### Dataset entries
╔══

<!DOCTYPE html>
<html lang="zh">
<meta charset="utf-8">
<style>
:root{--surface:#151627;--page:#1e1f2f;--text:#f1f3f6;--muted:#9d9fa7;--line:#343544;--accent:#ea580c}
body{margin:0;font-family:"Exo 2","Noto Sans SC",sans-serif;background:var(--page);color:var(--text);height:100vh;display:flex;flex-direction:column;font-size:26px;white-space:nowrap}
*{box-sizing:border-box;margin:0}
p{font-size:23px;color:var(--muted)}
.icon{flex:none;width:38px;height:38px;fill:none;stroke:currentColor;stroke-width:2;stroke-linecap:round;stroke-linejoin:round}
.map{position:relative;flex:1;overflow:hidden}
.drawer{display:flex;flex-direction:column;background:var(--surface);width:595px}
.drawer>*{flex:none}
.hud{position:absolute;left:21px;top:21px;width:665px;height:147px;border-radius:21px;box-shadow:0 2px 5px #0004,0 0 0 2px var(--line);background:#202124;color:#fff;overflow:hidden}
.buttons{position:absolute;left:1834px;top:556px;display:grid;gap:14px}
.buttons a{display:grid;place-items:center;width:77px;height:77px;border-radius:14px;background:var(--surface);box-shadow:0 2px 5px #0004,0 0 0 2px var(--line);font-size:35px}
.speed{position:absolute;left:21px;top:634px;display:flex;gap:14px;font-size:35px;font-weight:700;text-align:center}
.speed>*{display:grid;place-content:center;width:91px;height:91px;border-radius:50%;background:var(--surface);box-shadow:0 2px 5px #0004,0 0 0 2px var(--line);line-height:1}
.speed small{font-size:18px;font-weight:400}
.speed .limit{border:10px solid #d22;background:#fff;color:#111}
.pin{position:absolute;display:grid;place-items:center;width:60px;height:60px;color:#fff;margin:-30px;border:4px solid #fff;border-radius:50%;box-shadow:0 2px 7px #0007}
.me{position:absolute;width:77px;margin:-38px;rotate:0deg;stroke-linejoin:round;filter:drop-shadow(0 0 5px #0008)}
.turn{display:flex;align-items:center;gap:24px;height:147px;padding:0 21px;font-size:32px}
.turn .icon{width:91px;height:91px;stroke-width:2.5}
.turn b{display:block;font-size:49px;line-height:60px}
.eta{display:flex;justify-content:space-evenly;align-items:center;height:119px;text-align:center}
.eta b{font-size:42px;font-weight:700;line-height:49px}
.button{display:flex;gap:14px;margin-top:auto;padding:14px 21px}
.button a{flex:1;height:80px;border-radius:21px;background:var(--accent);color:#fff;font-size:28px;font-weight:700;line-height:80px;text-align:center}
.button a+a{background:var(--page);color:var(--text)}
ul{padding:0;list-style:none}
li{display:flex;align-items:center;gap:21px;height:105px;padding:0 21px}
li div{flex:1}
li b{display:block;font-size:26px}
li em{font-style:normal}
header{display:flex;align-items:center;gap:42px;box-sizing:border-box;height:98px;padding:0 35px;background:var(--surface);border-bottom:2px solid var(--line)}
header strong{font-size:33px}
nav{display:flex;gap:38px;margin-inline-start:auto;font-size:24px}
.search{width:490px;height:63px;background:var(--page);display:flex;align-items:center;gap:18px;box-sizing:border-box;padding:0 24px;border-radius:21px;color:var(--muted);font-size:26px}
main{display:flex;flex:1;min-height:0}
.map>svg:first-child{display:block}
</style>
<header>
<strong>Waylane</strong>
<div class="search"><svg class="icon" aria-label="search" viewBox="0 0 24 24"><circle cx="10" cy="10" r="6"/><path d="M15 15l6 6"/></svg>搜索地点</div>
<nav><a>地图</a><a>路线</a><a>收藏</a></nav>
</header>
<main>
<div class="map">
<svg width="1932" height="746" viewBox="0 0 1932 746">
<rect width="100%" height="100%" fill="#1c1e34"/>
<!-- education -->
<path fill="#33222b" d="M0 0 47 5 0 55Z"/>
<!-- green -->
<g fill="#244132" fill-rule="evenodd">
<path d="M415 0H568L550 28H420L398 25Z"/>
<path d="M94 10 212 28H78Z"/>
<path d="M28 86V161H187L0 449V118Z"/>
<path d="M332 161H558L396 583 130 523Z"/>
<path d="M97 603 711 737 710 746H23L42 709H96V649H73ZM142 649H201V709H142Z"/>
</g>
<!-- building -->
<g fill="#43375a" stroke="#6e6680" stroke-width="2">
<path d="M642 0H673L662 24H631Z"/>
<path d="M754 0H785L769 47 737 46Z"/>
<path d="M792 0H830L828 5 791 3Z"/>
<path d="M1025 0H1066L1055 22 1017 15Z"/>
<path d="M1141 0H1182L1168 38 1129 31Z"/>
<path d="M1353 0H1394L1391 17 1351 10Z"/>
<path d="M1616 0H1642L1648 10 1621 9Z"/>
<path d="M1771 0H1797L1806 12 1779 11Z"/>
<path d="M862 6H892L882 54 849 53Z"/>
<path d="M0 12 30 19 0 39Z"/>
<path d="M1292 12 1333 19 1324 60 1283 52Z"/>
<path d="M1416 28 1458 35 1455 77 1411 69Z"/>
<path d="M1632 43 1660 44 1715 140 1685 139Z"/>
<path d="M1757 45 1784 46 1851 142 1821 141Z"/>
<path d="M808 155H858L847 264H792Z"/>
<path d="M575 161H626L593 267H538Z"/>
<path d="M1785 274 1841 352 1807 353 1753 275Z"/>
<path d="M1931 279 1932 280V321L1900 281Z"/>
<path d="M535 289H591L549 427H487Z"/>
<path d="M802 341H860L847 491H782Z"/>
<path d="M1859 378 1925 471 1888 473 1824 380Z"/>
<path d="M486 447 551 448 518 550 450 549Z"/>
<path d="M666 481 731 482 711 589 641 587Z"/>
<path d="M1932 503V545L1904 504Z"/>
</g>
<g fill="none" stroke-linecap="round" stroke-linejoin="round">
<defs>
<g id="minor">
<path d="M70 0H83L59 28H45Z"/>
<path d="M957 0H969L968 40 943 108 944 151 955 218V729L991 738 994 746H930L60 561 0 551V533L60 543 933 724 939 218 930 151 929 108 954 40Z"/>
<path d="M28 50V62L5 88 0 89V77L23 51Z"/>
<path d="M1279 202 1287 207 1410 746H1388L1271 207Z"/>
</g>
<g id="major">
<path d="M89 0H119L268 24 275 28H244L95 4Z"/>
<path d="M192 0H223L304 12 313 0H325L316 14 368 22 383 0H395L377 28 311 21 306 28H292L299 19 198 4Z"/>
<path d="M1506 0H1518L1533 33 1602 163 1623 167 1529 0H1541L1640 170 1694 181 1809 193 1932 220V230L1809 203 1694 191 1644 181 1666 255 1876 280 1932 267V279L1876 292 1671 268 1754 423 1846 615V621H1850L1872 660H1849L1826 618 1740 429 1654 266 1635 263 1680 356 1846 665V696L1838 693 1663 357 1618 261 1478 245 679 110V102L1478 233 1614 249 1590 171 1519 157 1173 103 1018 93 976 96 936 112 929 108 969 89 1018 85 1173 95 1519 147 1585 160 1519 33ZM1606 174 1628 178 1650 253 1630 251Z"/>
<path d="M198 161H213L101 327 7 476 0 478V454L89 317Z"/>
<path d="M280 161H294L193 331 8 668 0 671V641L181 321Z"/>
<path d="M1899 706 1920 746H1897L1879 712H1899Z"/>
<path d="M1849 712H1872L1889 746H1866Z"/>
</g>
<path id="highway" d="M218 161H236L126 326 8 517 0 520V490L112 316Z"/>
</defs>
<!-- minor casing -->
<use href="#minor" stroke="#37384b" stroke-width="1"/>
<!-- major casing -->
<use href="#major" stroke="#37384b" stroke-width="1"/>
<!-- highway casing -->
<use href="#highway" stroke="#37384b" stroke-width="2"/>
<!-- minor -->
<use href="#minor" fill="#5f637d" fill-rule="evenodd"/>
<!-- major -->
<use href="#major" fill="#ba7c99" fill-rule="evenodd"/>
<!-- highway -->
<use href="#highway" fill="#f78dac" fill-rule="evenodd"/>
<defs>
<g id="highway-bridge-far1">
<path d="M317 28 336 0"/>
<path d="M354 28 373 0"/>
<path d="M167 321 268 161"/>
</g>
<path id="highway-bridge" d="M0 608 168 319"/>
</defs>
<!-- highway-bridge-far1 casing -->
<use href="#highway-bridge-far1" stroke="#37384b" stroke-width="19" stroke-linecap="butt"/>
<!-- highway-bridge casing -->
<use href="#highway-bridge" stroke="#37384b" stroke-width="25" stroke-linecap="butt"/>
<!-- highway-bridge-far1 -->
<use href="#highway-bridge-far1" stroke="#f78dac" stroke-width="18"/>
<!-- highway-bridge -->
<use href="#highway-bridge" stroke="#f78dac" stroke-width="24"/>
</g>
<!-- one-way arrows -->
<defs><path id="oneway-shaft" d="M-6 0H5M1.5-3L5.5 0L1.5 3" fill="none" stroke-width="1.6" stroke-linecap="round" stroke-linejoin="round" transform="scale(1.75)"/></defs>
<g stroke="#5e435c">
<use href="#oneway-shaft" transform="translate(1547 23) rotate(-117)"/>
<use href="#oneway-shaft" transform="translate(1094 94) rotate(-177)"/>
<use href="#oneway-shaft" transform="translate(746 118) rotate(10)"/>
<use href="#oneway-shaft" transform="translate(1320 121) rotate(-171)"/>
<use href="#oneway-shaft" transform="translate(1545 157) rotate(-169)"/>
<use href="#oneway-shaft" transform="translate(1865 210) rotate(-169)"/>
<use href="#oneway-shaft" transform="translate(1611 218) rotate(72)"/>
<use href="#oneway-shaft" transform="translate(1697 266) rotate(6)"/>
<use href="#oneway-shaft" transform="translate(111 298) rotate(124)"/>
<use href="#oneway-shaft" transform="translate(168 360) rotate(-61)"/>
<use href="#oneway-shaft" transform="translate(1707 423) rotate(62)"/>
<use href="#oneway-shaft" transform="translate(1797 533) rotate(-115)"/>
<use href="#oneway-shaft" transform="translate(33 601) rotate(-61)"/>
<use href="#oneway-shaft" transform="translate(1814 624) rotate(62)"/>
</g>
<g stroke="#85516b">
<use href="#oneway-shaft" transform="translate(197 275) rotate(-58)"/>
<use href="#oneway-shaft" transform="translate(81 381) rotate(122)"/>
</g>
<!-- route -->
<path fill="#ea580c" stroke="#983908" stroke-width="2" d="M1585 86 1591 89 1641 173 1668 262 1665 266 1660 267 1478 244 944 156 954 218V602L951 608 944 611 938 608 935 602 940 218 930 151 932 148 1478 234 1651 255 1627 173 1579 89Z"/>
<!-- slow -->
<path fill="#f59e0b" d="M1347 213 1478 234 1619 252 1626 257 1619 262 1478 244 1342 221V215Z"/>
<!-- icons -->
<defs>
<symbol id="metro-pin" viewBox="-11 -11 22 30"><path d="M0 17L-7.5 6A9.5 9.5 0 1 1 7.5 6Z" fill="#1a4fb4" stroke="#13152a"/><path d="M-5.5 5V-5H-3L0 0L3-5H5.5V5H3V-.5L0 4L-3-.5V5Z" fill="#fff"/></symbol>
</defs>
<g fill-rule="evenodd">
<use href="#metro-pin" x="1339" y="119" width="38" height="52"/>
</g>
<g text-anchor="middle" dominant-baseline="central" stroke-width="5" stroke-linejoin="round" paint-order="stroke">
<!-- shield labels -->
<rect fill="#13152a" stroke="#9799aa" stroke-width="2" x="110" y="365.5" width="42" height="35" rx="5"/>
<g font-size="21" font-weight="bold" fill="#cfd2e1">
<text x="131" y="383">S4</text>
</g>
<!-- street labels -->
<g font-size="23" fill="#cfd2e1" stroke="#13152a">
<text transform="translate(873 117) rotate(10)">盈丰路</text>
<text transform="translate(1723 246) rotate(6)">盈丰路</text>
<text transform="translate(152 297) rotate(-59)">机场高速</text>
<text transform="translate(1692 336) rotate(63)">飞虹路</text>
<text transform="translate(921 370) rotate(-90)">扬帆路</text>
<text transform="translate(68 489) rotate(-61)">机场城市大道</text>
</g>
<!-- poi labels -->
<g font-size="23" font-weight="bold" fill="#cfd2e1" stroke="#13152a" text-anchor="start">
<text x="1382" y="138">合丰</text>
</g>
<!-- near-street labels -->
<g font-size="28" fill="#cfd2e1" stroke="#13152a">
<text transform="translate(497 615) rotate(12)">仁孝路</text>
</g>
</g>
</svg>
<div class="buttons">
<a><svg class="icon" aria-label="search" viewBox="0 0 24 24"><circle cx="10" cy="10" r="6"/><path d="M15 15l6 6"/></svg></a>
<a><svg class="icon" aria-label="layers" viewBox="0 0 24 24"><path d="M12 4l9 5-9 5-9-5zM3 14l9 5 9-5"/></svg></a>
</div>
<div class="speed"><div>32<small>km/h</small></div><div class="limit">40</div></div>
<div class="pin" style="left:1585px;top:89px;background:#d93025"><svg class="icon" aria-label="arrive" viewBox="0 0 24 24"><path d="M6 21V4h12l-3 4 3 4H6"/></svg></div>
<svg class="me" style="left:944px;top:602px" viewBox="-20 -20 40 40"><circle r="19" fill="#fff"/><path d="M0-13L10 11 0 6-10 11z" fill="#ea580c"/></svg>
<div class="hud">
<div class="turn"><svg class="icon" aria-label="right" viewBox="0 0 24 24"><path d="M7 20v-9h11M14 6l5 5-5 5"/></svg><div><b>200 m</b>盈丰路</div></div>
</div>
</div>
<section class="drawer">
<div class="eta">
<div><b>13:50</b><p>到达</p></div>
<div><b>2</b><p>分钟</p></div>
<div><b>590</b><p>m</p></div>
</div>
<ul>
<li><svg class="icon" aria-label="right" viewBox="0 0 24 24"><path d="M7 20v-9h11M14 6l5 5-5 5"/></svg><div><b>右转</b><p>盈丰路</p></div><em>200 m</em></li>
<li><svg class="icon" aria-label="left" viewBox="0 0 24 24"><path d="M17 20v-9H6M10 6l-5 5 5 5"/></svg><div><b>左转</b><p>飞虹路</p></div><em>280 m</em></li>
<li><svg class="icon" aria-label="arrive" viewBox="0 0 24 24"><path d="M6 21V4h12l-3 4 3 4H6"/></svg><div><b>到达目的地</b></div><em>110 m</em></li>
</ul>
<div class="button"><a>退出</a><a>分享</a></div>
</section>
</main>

╚══

### PROBLEM REQUIREMENTS
What is needed here is how many lines of the entries contain "limit"; give that number alone.

### RESPONSE BOX
2